My lovely wife and I have done a fair bit of traveling. We do a lot of budget (and no budget) stuff. You develop a eye for fellow travelers.

Is the guy living and traveling in a big 5th wheel homeless? He may stay in nice RV parks all the time, but he has no big white house with a picket fence. On the other end are the homeless who travel with little more than a small pack and the clothes on their back. The RV guy and backpack guy don't appear to have much in common, but they both live on the move.

That's the two extremes, but there's a whole spectrum of travelers. When we travel with our ambulance/motorhome conversion we have our feet in a number of worlds. We can clean up and pretend to be upright citizens and stay in an RV park. Then we hook up our extension cord to the park power and run a water line. That happens, but not too often. Sometimes we stay in really cheap campsites with no running water or electric. We carry our water in 3.5 gallon water bricks and power comes from a solar panel on the roof. Of course, with that set up it's just as easy to park in truck stops and at big box stores -or to boondock somewhere down a dirt road.

Because we span those worlds we met folks who'll tell us about RV parks with good swimming pools and other amenities. On the other hand the hardcore boondockers share free parking spots where the cops won't hassle you too much. Believe me, that's a nice feature. People live and travel in vans, cars, on motorcycles, bikes, and on foot. Home is where you spend the night.

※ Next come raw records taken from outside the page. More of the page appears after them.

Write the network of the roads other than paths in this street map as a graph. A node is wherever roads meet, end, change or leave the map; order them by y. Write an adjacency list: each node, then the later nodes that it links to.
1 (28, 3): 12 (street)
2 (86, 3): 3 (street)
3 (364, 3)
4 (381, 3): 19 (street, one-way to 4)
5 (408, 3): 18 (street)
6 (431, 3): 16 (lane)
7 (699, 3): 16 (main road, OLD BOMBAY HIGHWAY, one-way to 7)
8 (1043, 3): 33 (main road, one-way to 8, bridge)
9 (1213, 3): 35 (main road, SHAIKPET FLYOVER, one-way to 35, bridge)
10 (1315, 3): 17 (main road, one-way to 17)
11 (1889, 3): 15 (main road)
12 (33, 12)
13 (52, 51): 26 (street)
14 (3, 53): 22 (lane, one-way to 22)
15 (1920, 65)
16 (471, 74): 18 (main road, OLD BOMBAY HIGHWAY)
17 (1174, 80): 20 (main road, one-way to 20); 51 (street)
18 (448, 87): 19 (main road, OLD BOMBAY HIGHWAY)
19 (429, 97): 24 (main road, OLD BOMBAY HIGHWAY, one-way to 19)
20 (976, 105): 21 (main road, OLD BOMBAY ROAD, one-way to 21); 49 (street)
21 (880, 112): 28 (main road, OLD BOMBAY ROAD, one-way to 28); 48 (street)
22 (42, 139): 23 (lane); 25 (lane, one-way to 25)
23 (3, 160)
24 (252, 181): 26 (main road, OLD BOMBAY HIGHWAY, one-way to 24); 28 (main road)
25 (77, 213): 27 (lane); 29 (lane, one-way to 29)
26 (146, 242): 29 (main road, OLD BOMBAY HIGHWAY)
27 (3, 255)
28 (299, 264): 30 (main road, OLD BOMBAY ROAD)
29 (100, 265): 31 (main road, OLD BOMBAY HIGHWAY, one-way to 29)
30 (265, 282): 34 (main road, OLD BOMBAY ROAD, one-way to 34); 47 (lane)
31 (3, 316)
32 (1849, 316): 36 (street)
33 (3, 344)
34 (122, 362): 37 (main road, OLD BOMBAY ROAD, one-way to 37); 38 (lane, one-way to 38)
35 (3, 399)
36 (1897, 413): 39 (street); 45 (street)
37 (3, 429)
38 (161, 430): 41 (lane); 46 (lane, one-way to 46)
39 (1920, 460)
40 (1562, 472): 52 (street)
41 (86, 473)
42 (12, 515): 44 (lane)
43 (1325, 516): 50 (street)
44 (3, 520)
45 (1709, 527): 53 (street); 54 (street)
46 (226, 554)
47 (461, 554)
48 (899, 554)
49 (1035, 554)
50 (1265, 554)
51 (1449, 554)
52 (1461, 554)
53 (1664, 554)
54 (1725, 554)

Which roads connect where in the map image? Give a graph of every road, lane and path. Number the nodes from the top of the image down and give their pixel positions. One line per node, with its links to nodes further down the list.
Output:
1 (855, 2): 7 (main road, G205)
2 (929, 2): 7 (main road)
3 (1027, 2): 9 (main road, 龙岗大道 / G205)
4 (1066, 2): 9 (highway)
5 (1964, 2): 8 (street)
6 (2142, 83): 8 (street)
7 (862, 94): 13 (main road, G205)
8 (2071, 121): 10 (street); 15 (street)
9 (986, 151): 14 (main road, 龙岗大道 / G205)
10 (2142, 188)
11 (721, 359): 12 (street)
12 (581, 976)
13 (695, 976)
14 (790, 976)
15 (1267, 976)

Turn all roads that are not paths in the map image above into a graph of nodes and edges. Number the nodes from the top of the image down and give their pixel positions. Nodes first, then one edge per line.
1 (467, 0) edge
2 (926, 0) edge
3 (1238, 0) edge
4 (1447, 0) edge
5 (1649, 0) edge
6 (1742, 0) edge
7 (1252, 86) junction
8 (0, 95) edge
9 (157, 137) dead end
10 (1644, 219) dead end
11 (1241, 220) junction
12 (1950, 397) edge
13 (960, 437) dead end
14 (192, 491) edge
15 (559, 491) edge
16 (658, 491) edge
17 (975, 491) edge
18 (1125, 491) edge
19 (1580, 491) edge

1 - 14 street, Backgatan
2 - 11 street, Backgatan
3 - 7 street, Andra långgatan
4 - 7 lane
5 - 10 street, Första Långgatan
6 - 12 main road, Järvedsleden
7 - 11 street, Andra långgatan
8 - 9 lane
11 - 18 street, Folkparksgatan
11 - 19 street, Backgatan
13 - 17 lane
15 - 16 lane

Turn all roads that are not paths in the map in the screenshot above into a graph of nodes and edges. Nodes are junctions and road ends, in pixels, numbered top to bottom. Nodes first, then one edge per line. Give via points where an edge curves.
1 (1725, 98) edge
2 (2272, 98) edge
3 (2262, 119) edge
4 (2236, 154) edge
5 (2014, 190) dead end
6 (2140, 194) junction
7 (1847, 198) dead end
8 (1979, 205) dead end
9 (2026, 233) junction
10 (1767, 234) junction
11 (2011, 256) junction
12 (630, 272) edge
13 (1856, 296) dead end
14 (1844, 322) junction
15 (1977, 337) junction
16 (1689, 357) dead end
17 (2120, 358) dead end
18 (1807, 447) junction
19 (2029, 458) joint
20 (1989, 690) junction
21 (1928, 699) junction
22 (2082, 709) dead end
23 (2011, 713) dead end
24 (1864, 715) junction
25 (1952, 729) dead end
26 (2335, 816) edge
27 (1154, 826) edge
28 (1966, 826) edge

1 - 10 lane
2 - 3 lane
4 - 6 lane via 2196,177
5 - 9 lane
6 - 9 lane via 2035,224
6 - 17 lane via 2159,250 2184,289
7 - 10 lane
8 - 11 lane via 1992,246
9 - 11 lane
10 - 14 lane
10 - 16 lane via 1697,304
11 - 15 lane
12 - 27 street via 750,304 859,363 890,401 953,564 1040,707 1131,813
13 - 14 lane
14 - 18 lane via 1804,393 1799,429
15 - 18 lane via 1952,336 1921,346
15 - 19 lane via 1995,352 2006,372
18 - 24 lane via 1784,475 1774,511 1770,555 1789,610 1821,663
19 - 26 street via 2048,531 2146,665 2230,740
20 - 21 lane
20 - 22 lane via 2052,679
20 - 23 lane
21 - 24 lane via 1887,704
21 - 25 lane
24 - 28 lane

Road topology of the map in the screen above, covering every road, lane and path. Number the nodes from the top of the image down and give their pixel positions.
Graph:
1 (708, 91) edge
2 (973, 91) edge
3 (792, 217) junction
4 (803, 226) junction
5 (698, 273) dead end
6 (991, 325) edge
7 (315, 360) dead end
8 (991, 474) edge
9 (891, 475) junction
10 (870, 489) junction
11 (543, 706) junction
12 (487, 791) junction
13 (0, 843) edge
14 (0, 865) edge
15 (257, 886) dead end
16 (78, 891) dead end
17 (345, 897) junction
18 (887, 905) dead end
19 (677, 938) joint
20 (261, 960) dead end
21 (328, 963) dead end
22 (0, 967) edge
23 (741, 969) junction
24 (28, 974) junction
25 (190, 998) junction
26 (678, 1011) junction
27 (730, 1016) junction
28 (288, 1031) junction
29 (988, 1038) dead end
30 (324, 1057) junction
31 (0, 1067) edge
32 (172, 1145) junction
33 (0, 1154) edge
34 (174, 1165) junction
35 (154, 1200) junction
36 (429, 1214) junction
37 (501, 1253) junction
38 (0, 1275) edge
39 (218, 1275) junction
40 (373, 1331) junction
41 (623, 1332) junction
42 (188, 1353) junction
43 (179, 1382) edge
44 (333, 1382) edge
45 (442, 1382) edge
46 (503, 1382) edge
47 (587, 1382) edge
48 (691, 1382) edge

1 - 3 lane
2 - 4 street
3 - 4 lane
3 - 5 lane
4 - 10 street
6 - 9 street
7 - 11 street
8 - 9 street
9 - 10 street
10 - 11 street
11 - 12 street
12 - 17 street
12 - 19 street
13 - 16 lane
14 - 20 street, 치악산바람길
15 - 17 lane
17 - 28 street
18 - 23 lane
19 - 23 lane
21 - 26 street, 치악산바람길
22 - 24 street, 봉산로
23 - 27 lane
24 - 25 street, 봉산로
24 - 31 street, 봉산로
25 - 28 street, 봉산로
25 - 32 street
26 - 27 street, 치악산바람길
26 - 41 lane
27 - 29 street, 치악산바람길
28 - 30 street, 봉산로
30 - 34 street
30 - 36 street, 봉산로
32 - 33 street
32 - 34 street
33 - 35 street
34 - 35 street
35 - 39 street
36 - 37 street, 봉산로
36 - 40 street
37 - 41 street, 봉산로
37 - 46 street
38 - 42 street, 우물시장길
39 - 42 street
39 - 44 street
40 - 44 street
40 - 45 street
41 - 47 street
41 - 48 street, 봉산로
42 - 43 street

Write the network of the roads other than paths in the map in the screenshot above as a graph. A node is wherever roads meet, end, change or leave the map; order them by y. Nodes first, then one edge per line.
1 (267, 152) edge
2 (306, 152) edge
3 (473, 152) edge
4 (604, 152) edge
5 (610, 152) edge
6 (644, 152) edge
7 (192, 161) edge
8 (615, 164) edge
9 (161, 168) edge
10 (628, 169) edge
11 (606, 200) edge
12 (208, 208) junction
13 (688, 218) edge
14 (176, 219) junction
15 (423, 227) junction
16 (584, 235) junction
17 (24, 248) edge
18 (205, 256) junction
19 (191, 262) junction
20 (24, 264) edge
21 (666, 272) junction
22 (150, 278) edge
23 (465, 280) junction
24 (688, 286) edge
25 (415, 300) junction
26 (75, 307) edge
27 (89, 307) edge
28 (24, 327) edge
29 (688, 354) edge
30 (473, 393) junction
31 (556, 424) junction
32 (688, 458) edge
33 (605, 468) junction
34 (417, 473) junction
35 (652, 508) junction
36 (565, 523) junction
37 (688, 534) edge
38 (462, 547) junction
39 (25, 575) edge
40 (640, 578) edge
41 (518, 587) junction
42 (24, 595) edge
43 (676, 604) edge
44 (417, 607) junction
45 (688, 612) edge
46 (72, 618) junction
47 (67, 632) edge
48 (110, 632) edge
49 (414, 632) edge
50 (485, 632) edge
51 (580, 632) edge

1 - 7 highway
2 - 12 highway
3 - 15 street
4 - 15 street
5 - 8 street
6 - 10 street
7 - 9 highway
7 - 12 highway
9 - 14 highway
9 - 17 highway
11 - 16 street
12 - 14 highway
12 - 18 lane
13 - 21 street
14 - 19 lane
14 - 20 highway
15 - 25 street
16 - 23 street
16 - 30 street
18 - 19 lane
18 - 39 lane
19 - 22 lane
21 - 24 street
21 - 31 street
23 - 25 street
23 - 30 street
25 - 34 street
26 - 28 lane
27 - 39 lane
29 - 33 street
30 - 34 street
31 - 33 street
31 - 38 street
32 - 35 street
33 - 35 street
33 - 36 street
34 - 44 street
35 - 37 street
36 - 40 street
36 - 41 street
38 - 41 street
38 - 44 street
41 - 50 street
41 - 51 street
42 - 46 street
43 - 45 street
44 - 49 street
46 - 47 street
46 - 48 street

Florida has a lot of “homeless” people traveling around. Florida has its challenges but it beats freezing to death in the north. There's a certain look one gets when living on the road. I guess after a few months I must get that look too. I talk with a lot of fellow travelers. Sometimes we just give each other a nod.

Today I saw a guy hanging around the local CVS. He was being cool, sitting on a bench smoking a cigarette. The guy was dressed neat, but his cloths was a bit more rough and rugged than the average person on the street. He had a small bag with him. A power cord snaked out of the bag was a cell phone power cord was plugged into an outside outlet. Good for him, he found a place to charge.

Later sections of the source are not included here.